After three months in the gulag, Kim was released when he said he was “close to death.” He was sent to a local jail in his hometown. When his wife came to pick him up, she walked right past him without recognizing him. A few months later, Kim and his family risked everything again and crossed the Tumen back into China, where he quickly met up with Phillip Buck. After two years in Yengji, China, they were eventually brought to South Korea. They have since had another boy.

MYUNG SOO KANG

AGE: 51

LEFT NORTH KOREA IN: 1989

WITH: His mother, one brother and two sisters

ARRIVED IN SOUTH KOREA IN: 2003

Kang is believed to be one of the earliest defectors from North Korea. A remarkably handsome man, also dressed in all black, he doesn’t want to talk about his hardships in North Korea; rather, he reads from a letter he prepared. “I came here to tell everyone North Korean refugees do not commit crimes. We are regular people who have a heart for family, country and our hometowns. We will do anything to protect our family and country like you.

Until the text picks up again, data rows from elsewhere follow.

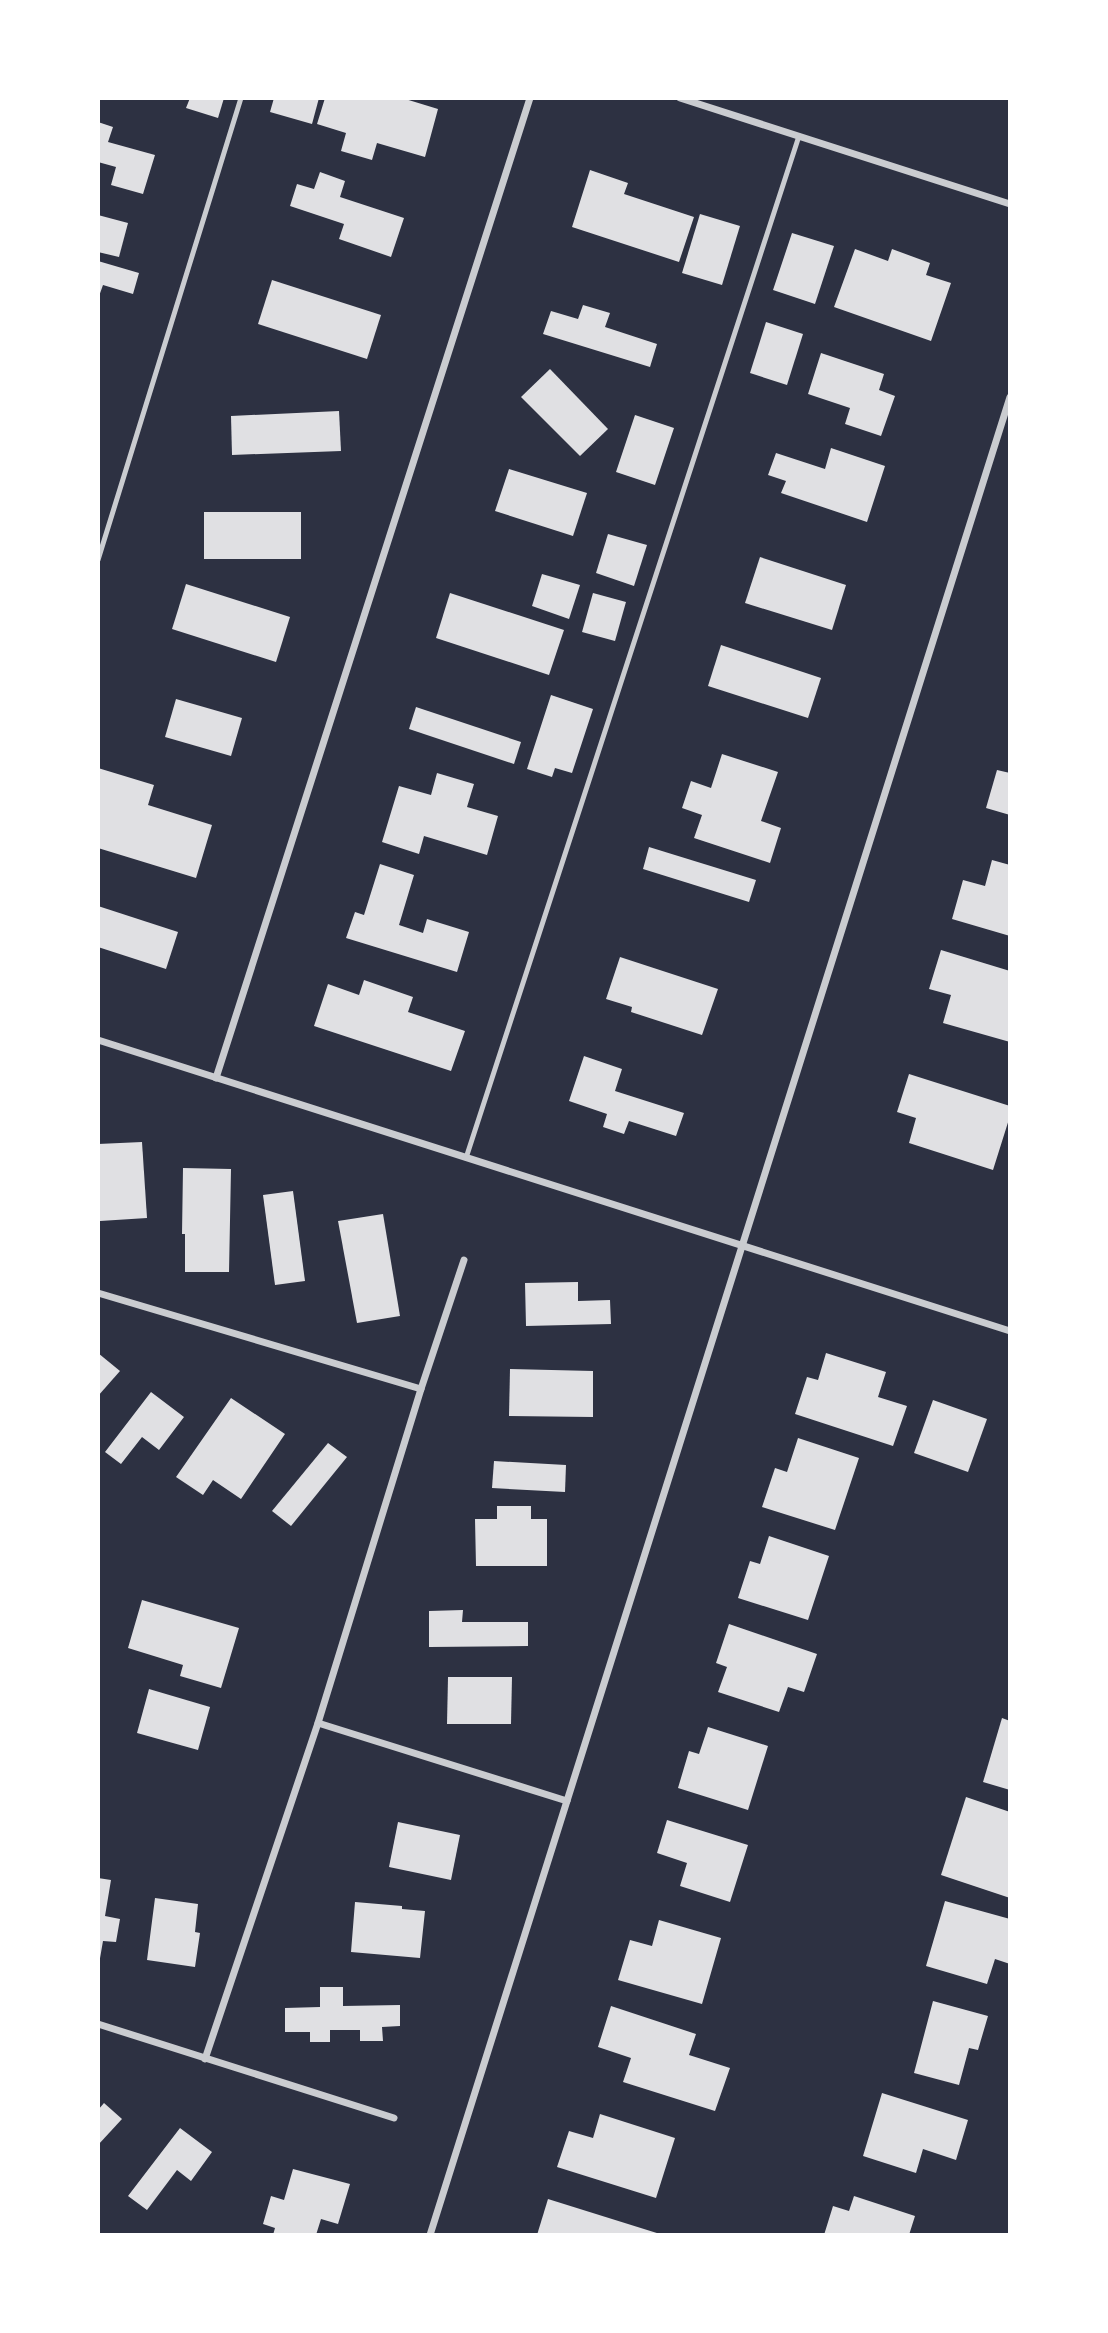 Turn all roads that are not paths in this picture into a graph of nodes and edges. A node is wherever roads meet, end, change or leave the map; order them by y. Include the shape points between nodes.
1 (241, 98) edge
2 (530, 98) edge
3 (680, 98) edge
4 (799, 136) junction
5 (1010, 204) edge
6 (1010, 397) edge
7 (98, 560) edge
8 (98, 1040) edge
9 (216, 1078) junction
10 (466, 1158) junction
11 (742, 1246) junction
12 (464, 1260) dead end
13 (98, 1293) edge
14 (1010, 1331) edge
15 (421, 1388) junction
16 (318, 1723) junction
17 (567, 1801) junction
18 (98, 2024) edge
19 (205, 2059) junction
20 (394, 2118) dead end
21 (430, 2235) edge

1 - 7 lane
2 - 9 street
3 - 4 street
4 - 5 street
4 - 10 lane
6 - 11 street
8 - 9 street
9 - 10 street
10 - 11 street
11 - 14 street
11 - 17 street
12 - 15 street
13 - 15 street
15 - 16 street
16 - 17 street
16 - 19 street
17 - 21 street
18 - 19 street
19 - 20 street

But just because we came to China, we look like we betrayed our country,” he reads.

I interrupt after 30 minutes of hearing him rehash what I feel is a given: There are no human rights in North Korea, there is not enough to eat, and it is the fault of Kim Jong-il.

He gets agitated, and tries to convince me the defectors have done nothing wrong, and that they were forced to leave to save their families and themselves. The whole group then gets excited, and one of the women pulls out a copy of a major South Korean newspaper whose front-page, above-the-fold headline reads, “No human right abuses in North Korea.” The story quotes an official with the South Korean Foreign Ministry denying, basically, everything these North Koreans had just spent hours telling me.

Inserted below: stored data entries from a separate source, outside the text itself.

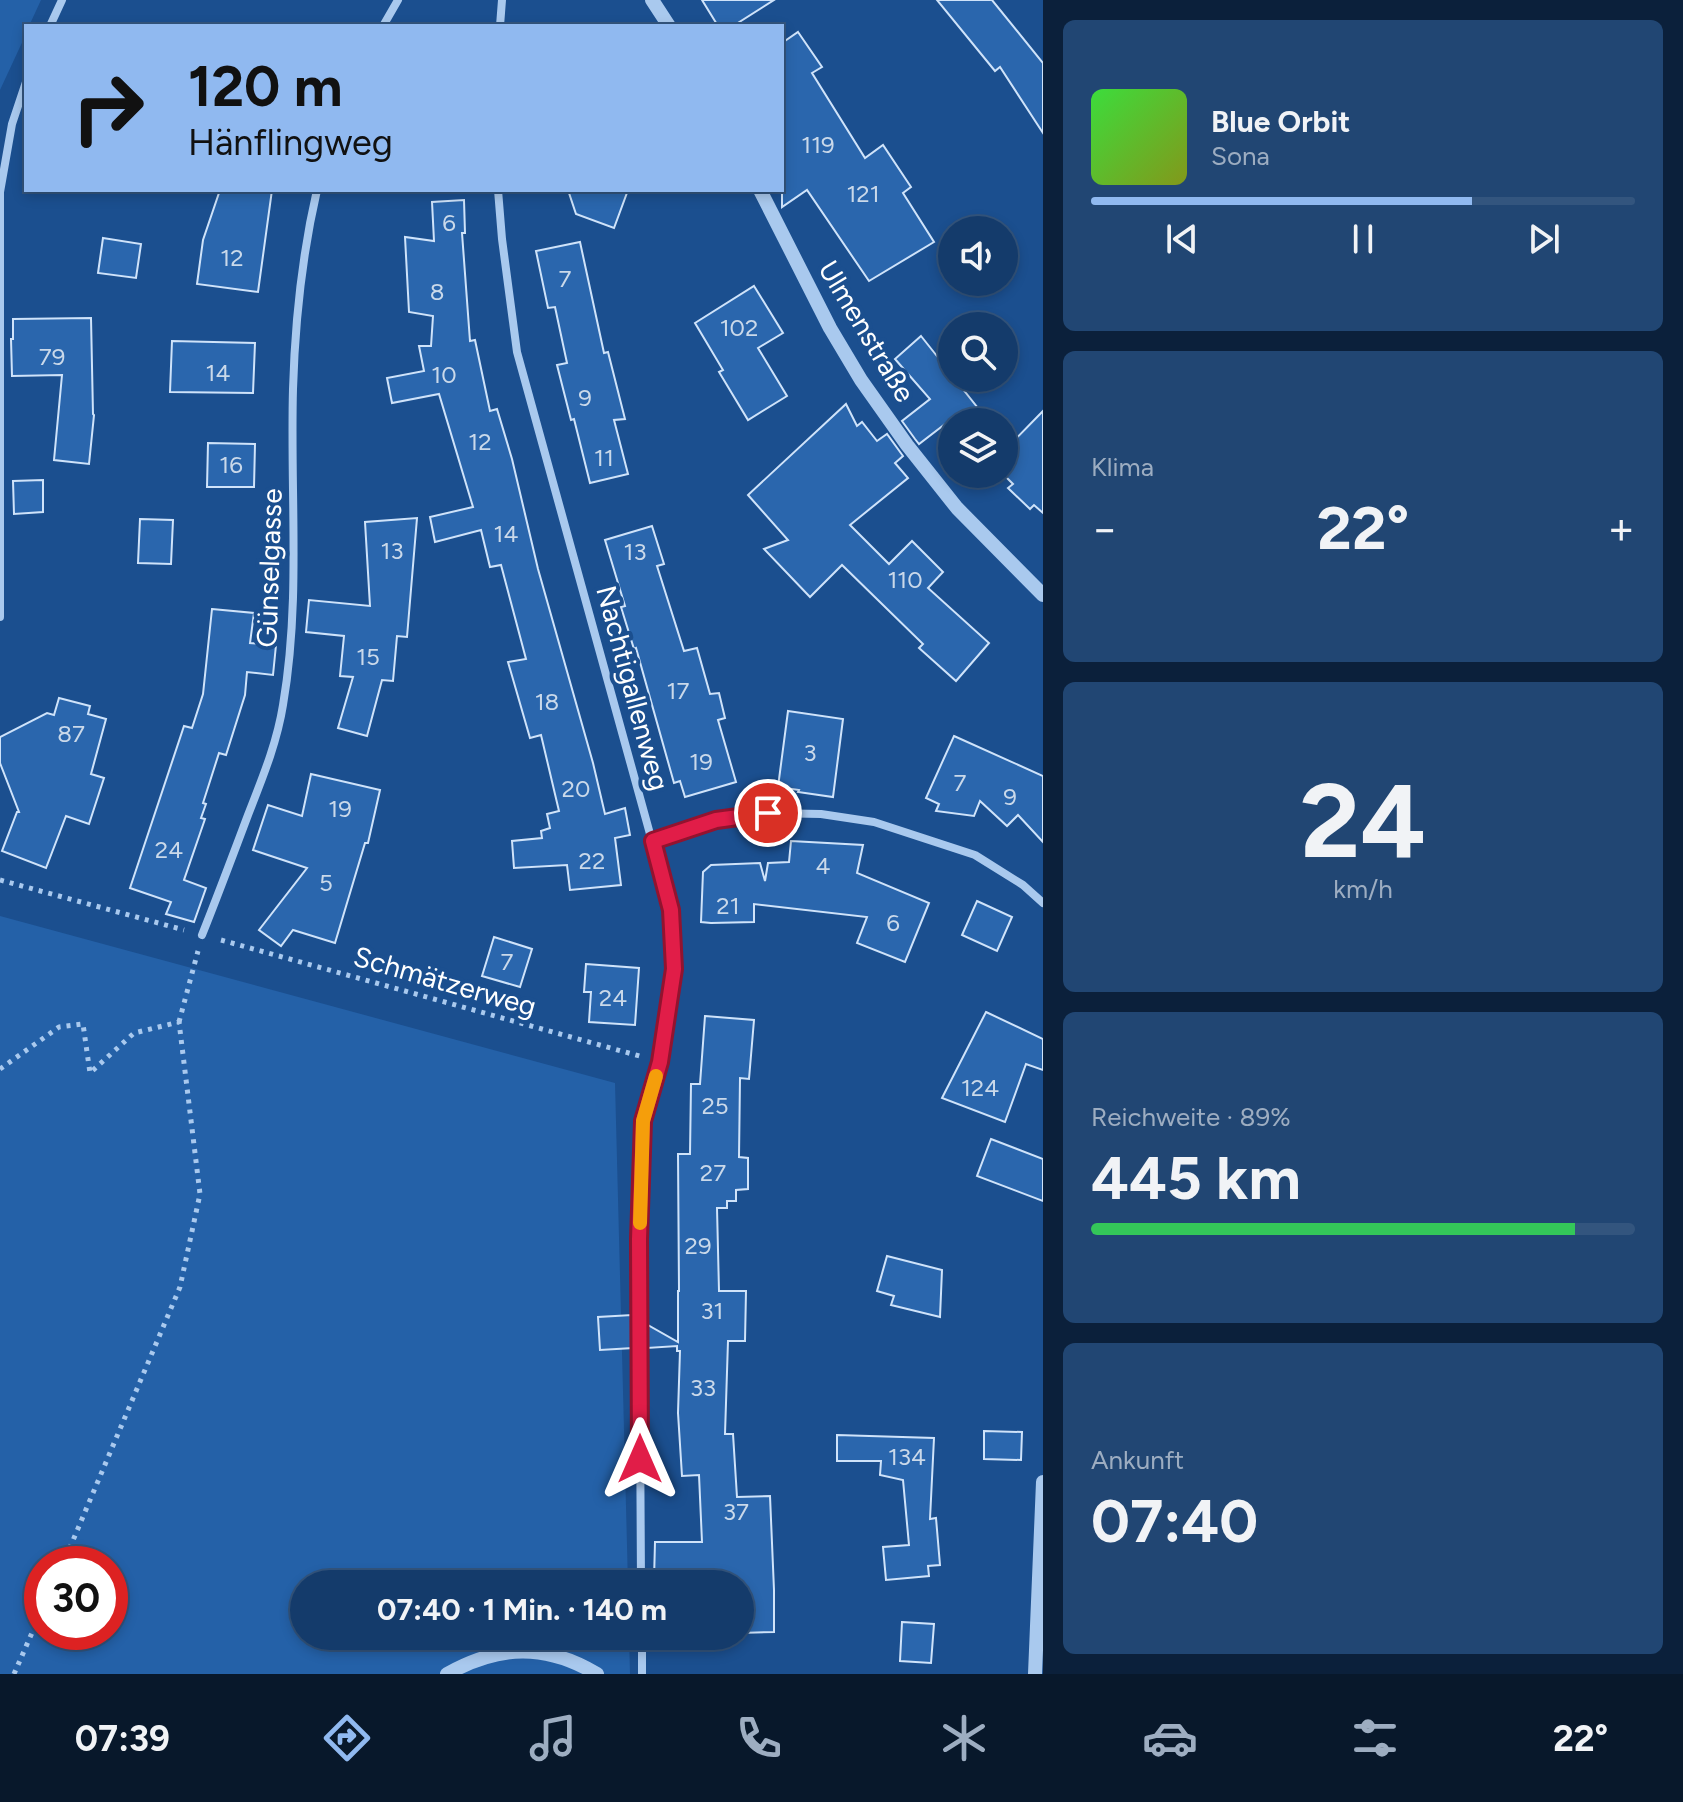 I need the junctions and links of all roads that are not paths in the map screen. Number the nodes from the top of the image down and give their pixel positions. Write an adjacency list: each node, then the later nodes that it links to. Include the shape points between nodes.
1 (62, 0): 5 (street)
2 (398, 0): 6 (street)
3 (502, 0): 7 (street)
4 (652, 0): 8 (street)
5 (51, 24)
6 (384, 24)
7 (500, 24)
8 (668, 24)
9 (24, 88): 14 (street, via 0,192)
10 (317, 192): 17 (street, Günselgasse, via 307,233 293,389 295,562 283,707 269,760)
11 (498, 192): 15 (street, Nachtigallenweg, via 517,352)
12 (761, 192): 13 (street, Ulmenstraße, via 861,380 957,508)
13 (1043, 595)
14 (0, 617)
15 (653, 841): 16 (street, via 716,820 768,813 874,822 975,855); 19 (street, Nachtigallenweg, via 671,910 674,969 660,1062 643,1121)
16 (1043, 903)
17 (202, 935)
18 (1043, 1482): 24 (street)
19 (641, 1570)
20 (642, 1650): 23 (street)
21 (447, 1674): 22 (street, via 470,1662 521,1651 551,1654)
22 (597, 1674)
23 (642, 1674)
24 (1035, 1674)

And then I realize what is going on. Since the current political climate in South Korea is pushing for engagement with Pyongyang, Seoul discourages negative talk about North Korea as it pursues rapprochement through joint economic ventures. The official party line in many South Korean universities and government halls denies the existence of political concentration camps, starvation and repression.

These four have not grasped what I feel the average American, for all his or her ignorance about the Korean Peninsula, basically knows about North Korea. They came to convince me, and the others they would speak to, that the wrong was not in leaving North Korea, but not having enough food to eat, or the freedom to sell their belongings to feed themselves without being thrown into jail.

And Kang explains to me that it was groundbreaking that he blamed it on Kim Jong-il. “No defector has ever said this before. It’s Kim Jong-il’s fault. They are too scared.”

I realizes that, despite the fact that he left North Korea in 1989, he still is by no means free.

***

The appearances of these four belie their ages and their hardships. Their clothes hide their scars from torture, bodies punished by malnutrition and illness.

These four, who have spent so much time in hiding, shielding their identities, that they are at this point almost anonymous. Yet they have these histories, and they are willing to share and relive the past so that those they left behind are not forgotten.